◆ Task
Reproduce every record below exactly as written, leaving out any pictures.

◆ Task inputs
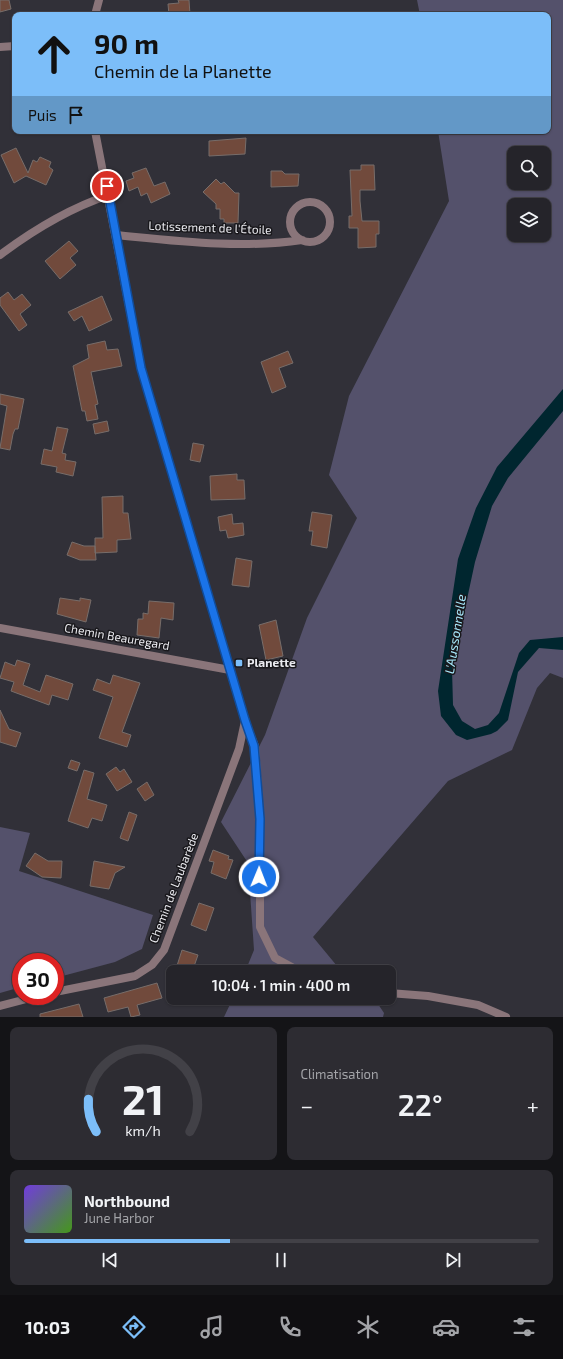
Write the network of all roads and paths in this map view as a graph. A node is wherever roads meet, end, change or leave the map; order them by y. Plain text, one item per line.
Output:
1 (99, 0) edge
2 (96, 12) edge
3 (12, 46) edge
4 (0, 47) edge
5 (96, 134) edge
6 (109, 195) junction
7 (116, 235) junction
8 (302, 240) junction
9 (0, 256) edge
10 (0, 628) edge
11 (230, 670) junction
12 (245, 720) junction
13 (288, 965) edge
14 (64, 990) edge
15 (396, 994) edge
16 (12, 1003) edge
17 (0, 1006) edge
18 (506, 1017) edge

1 - 2 street
3 - 4 street
5 - 6 street
6 - 7 street
6 - 9 street
7 - 8 street, Lotissement de l'Étoile
7 - 11 street
8 - 8 street, Lotissement de l'Étoile
10 - 11 street, Chemin Beauregard
11 - 12 street
12 - 13 street
12 - 14 street, Chemin de Laubarède
15 - 18 street
16 - 17 street

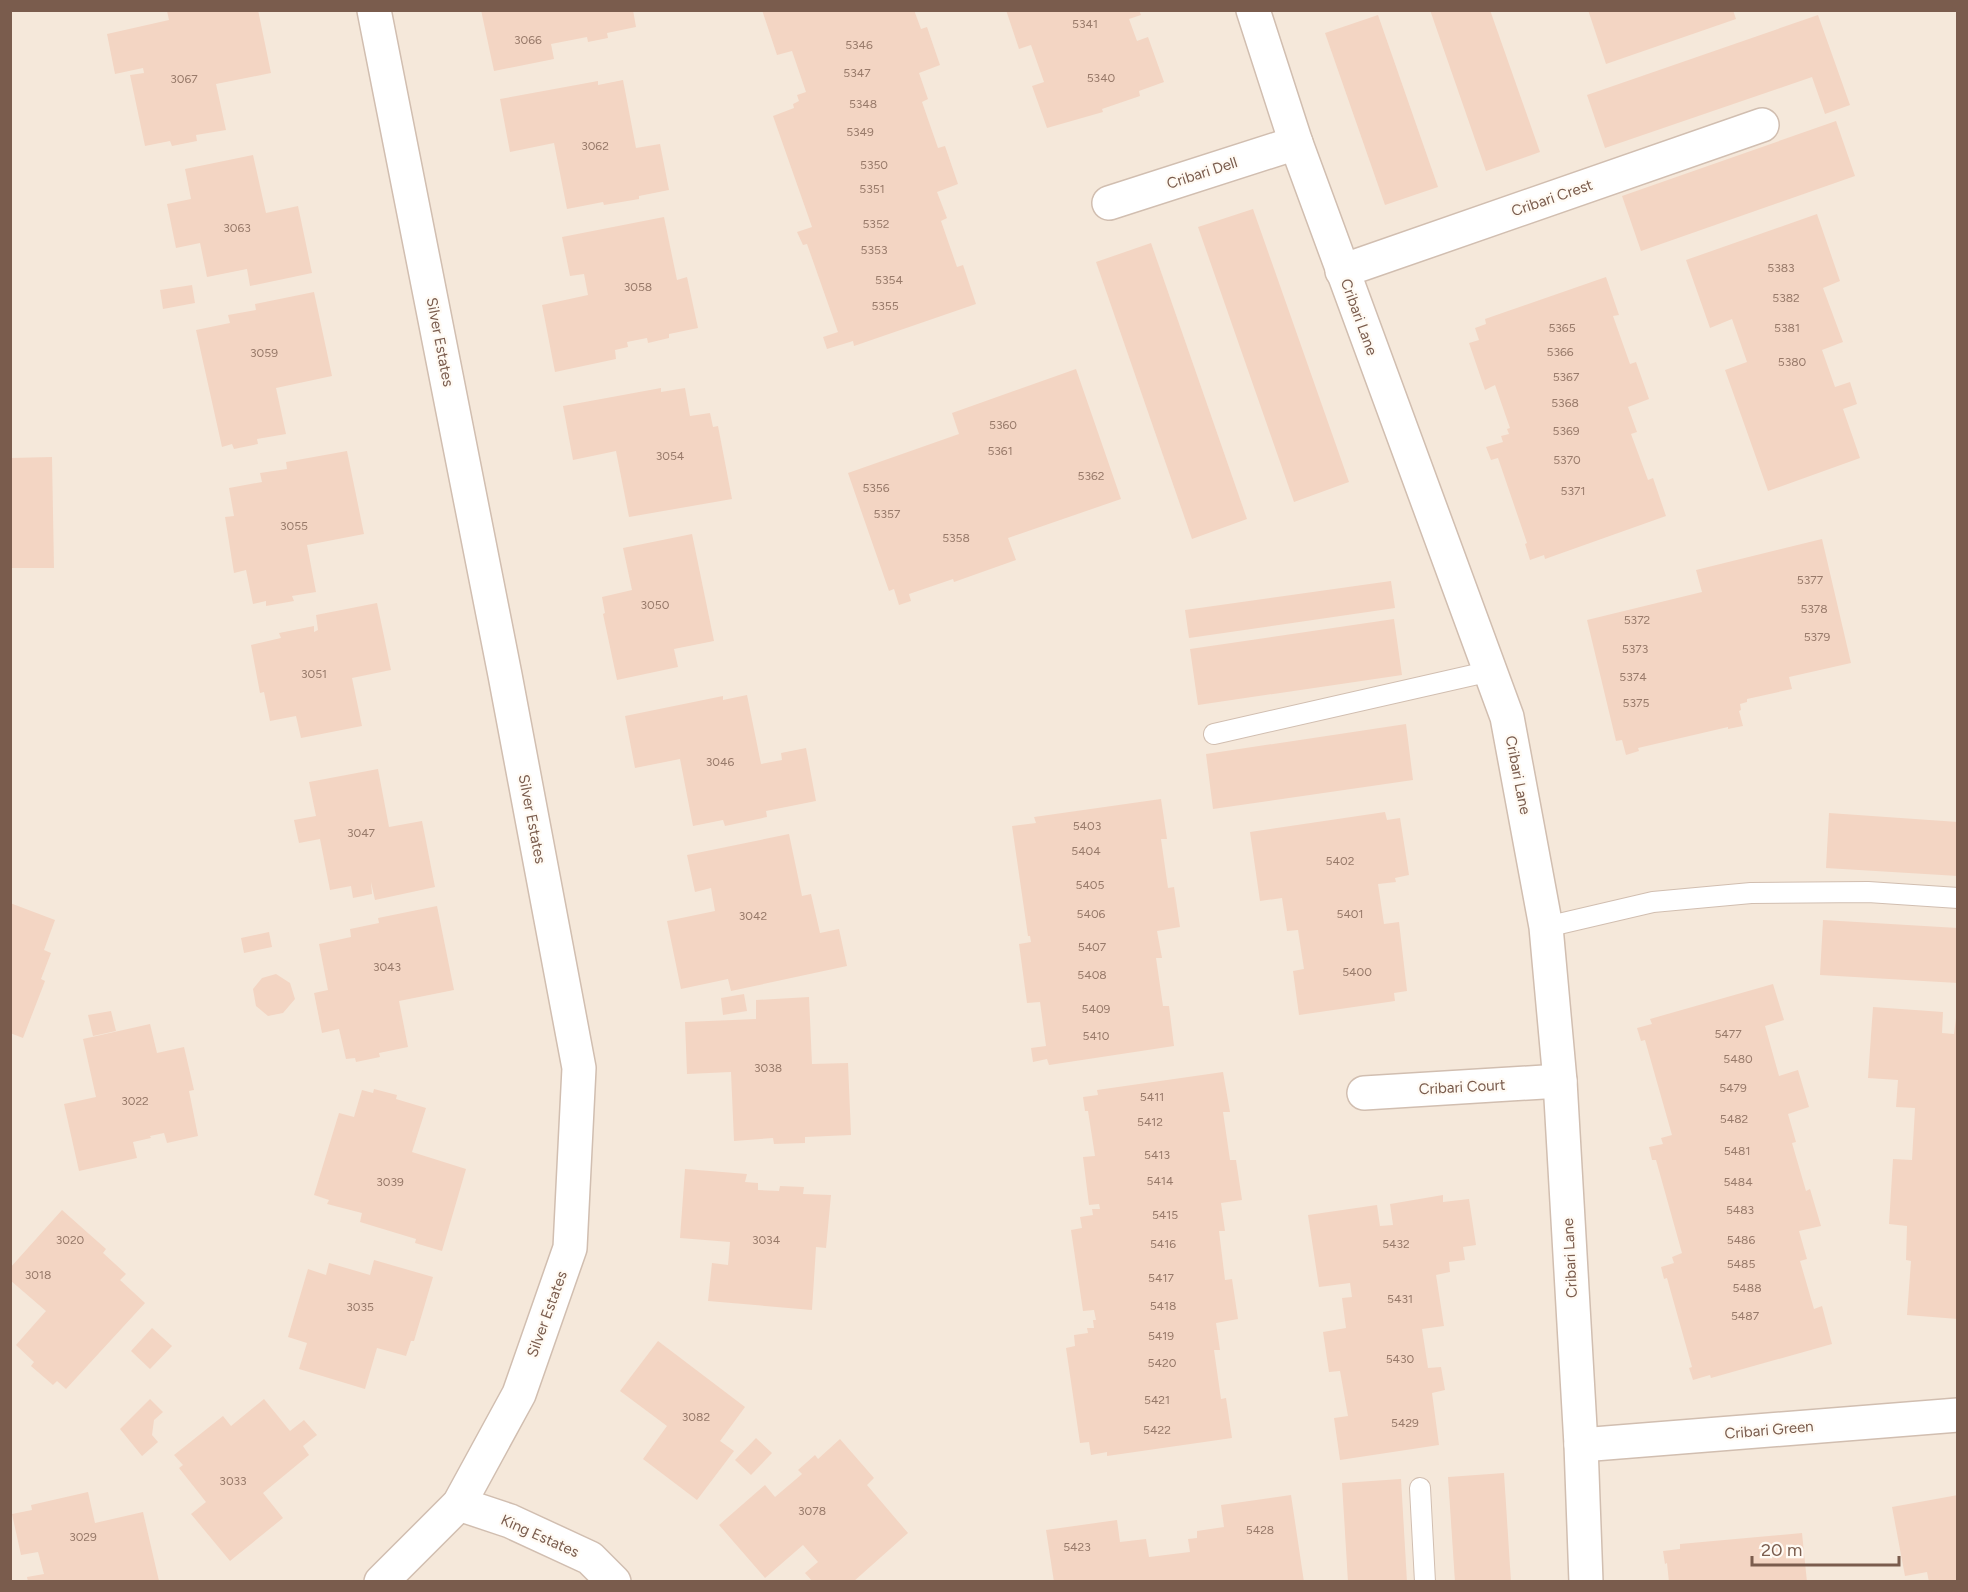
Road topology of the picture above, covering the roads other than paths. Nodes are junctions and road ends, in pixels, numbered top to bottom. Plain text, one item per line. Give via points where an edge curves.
1 (374, 10) edge
2 (1253, 10) edge
3 (1762, 125) dead end
4 (1296, 143) junction
5 (1109, 203) dead end
6 (1342, 271) junction
7 (1491, 672) junction
8 (1214, 734) dead end
9 (1958, 898) edge
10 (1546, 927) junction
11 (1560, 1081) junction
12 (1364, 1093) dead end
13 (1958, 1415) edge
14 (1581, 1445) junction
15 (1420, 1488) dead end
16 (459, 1504) junction
17 (381, 1581) edge
18 (614, 1581) edge
19 (1425, 1581) edge
20 (1586, 1581) edge

1 - 16 street, Silver Estates via 579,1068 570,1248 519,1394
2 - 4 street, Cribari Lane
3 - 6 street, Cribari Crest
4 - 5 street, Cribari Dell
4 - 6 street, Cribari Lane
6 - 7 street, Cribari Lane
7 - 8 lane
7 - 10 street, Cribari Lane via 1507,717
9 - 10 lane via 1868,892 1751,893 1653,902
10 - 11 street, Cribari Lane
11 - 12 street, Cribari Court
11 - 14 street, Cribari Lane
13 - 14 street, Cribari Green
14 - 20 street, Cribari Lane
15 - 19 lane
16 - 17 street, Silver Estates
16 - 18 street, King Estates via 510,1521 590,1558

◆ Expected answer
Write the network of all roads and paths in this map view as a graph. A node is wherever roads meet, end, change or leave the map; order them by y. Plain text, one item per line.
Output:
1 (99, 0) edge
2 (96, 12) edge
3 (12, 46) edge
4 (0, 47) edge
5 (96, 134) edge
6 (109, 195) junction
7 (116, 235) junction
8 (302, 240) junction
9 (0, 256) edge
10 (0, 628) edge
11 (230, 670) junction
12 (245, 720) junction
13 (288, 965) edge
14 (64, 990) edge
15 (396, 994) edge
16 (12, 1003) edge
17 (0, 1006) edge
18 (506, 1017) edge

1 - 2 street
3 - 4 street
5 - 6 street
6 - 7 street
6 - 9 street
7 - 8 street, Lotissement de l'Étoile
7 - 11 street
8 - 8 street, Lotissement de l'Étoile
10 - 11 street, Chemin Beauregard
11 - 12 street
12 - 13 street
12 - 14 street, Chemin de Laubarède
15 - 18 street
16 - 17 street

Road topology of the picture above, covering the roads other than paths. Nodes are junctions and road ends, in pixels, numbered top to bottom. Plain text, one item per line. Give via points where an edge curves.
1 (374, 10) edge
2 (1253, 10) edge
3 (1762, 125) dead end
4 (1296, 143) junction
5 (1109, 203) dead end
6 (1342, 271) junction
7 (1491, 672) junction
8 (1214, 734) dead end
9 (1958, 898) edge
10 (1546, 927) junction
11 (1560, 1081) junction
12 (1364, 1093) dead end
13 (1958, 1415) edge
14 (1581, 1445) junction
15 (1420, 1488) dead end
16 (459, 1504) junction
17 (381, 1581) edge
18 (614, 1581) edge
19 (1425, 1581) edge
20 (1586, 1581) edge

1 - 16 street, Silver Estates via 579,1068 570,1248 519,1394
2 - 4 street, Cribari Lane
3 - 6 street, Cribari Crest
4 - 5 street, Cribari Dell
4 - 6 street, Cribari Lane
6 - 7 street, Cribari Lane
7 - 8 lane
7 - 10 street, Cribari Lane via 1507,717
9 - 10 lane via 1868,892 1751,893 1653,902
10 - 11 street, Cribari Lane
11 - 12 street, Cribari Court
11 - 14 street, Cribari Lane
13 - 14 street, Cribari Green
14 - 20 street, Cribari Lane
15 - 19 lane
16 - 17 street, Silver Estates
16 - 18 street, King Estates via 510,1521 590,1558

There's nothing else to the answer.